> _Requirement_
Reproduce the entries below character for character.

> _The records_
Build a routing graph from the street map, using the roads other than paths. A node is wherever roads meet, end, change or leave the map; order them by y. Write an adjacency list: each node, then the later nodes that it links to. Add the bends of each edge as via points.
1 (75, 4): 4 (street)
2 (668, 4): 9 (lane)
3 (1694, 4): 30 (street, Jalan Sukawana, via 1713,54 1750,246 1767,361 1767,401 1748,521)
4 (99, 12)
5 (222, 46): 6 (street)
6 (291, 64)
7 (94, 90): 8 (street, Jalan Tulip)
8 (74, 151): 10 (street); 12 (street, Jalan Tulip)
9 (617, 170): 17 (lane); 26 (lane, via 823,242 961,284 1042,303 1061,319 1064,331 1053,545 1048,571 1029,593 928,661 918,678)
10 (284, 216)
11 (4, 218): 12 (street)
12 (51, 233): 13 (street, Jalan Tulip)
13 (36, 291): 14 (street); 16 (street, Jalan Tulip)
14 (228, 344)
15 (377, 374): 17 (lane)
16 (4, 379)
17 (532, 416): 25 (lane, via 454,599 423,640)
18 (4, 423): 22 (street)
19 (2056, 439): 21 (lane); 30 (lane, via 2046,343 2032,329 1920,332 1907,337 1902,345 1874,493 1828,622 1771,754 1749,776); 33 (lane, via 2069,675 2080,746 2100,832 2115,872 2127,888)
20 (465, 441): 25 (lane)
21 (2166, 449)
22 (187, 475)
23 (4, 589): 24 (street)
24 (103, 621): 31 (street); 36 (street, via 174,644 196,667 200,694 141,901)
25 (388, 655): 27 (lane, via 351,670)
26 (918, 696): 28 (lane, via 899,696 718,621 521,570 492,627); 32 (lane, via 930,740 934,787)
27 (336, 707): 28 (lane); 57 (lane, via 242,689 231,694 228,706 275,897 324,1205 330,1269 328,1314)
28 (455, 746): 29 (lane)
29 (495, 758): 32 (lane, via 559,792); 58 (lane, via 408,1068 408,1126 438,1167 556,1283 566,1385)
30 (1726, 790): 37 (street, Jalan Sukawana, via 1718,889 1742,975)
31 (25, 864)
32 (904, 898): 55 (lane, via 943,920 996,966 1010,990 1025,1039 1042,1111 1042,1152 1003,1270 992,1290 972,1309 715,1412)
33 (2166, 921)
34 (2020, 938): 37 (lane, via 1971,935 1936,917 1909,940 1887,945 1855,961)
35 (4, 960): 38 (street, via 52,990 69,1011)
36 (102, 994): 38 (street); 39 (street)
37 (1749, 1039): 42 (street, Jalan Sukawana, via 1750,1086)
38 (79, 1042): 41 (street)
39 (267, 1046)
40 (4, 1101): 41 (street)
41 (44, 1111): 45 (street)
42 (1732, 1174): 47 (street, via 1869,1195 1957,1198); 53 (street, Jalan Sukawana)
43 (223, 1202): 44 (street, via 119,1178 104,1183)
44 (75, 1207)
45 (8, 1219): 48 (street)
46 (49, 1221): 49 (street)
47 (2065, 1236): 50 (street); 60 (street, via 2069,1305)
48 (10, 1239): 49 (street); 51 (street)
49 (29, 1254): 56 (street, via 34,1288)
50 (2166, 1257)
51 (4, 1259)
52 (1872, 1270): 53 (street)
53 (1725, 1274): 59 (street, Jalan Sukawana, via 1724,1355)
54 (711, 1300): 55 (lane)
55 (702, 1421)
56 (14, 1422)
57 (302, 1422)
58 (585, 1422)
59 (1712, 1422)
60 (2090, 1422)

> _Solved problem_
Build a routing graph from the street map, using the roads other than paths. A node is wherever roads meet, end, change or leave the map; order them by y. Write an adjacency list: each node, then the later nodes that it links to. Add the bends of each edge as via points.
1 (75, 4): 4 (street)
2 (668, 4): 9 (lane)
3 (1694, 4): 30 (street, Jalan Sukawana, via 1713,54 1750,246 1767,361 1767,401 1748,521)
4 (99, 12)
5 (222, 46): 6 (street)
6 (291, 64)
7 (94, 90): 8 (street, Jalan Tulip)
8 (74, 151): 10 (street); 12 (street, Jalan Tulip)
9 (617, 170): 17 (lane); 26 (lane, via 823,242 961,284 1042,303 1061,319 1064,331 1053,545 1048,571 1029,593 928,661 918,678)
10 (284, 216)
11 (4, 218): 12 (street)
12 (51, 233): 13 (street, Jalan Tulip)
13 (36, 291): 14 (street); 16 (street, Jalan Tulip)
14 (228, 344)
15 (377, 374): 17 (lane)
16 (4, 379)
17 (532, 416): 25 (lane, via 454,599 423,640)
18 (4, 423): 22 (street)
19 (2056, 439): 21 (lane); 30 (lane, via 2046,343 2032,329 1920,332 1907,337 1902,345 1874,493 1828,622 1771,754 1749,776); 33 (lane, via 2069,675 2080,746 2100,832 2115,872 2127,888)
20 (465, 441): 25 (lane)
21 (2166, 449)
22 (187, 475)
23 (4, 589): 24 (street)
24 (103, 621): 31 (street); 36 (street, via 174,644 196,667 200,694 141,901)
25 (388, 655): 27 (lane, via 351,670)
26 (918, 696): 28 (lane, via 899,696 718,621 521,570 492,627); 32 (lane, via 930,740 934,787)
27 (336, 707): 28 (lane); 57 (lane, via 242,689 231,694 228,706 275,897 324,1205 330,1269 328,1314)
28 (455, 746): 29 (lane)
29 (495, 758): 32 (lane, via 559,792); 58 (lane, via 408,1068 408,1126 438,1167 556,1283 566,1385)
30 (1726, 790): 37 (street, Jalan Sukawana, via 1718,889 1742,975)
31 (25, 864)
32 (904, 898): 55 (lane, via 943,920 996,966 1010,990 1025,1039 1042,1111 1042,1152 1003,1270 992,1290 972,1309 715,1412)
33 (2166, 921)
34 (2020, 938): 37 (lane, via 1971,935 1936,917 1909,940 1887,945 1855,961)
35 (4, 960): 38 (street, via 52,990 69,1011)
36 (102, 994): 38 (street); 39 (street)
37 (1749, 1039): 42 (street, Jalan Sukawana, via 1750,1086)
38 (79, 1042): 41 (street)
39 (267, 1046)
40 (4, 1101): 41 (street)
41 (44, 1111): 45 (street)
42 (1732, 1174): 47 (street, via 1869,1195 1957,1198); 53 (street, Jalan Sukawana)
43 (223, 1202): 44 (street, via 119,1178 104,1183)
44 (75, 1207)
45 (8, 1219): 48 (street)
46 (49, 1221): 49 (street)
47 (2065, 1236): 50 (street); 60 (street, via 2069,1305)
48 (10, 1239): 49 (street); 51 (street)
49 (29, 1254): 56 (street, via 34,1288)
50 (2166, 1257)
51 (4, 1259)
52 (1872, 1270): 53 (street)
53 (1725, 1274): 59 (street, Jalan Sukawana, via 1724,1355)
54 (711, 1300): 55 (lane)
55 (702, 1421)
56 (14, 1422)
57 (302, 1422)
58 (585, 1422)
59 (1712, 1422)
60 (2090, 1422)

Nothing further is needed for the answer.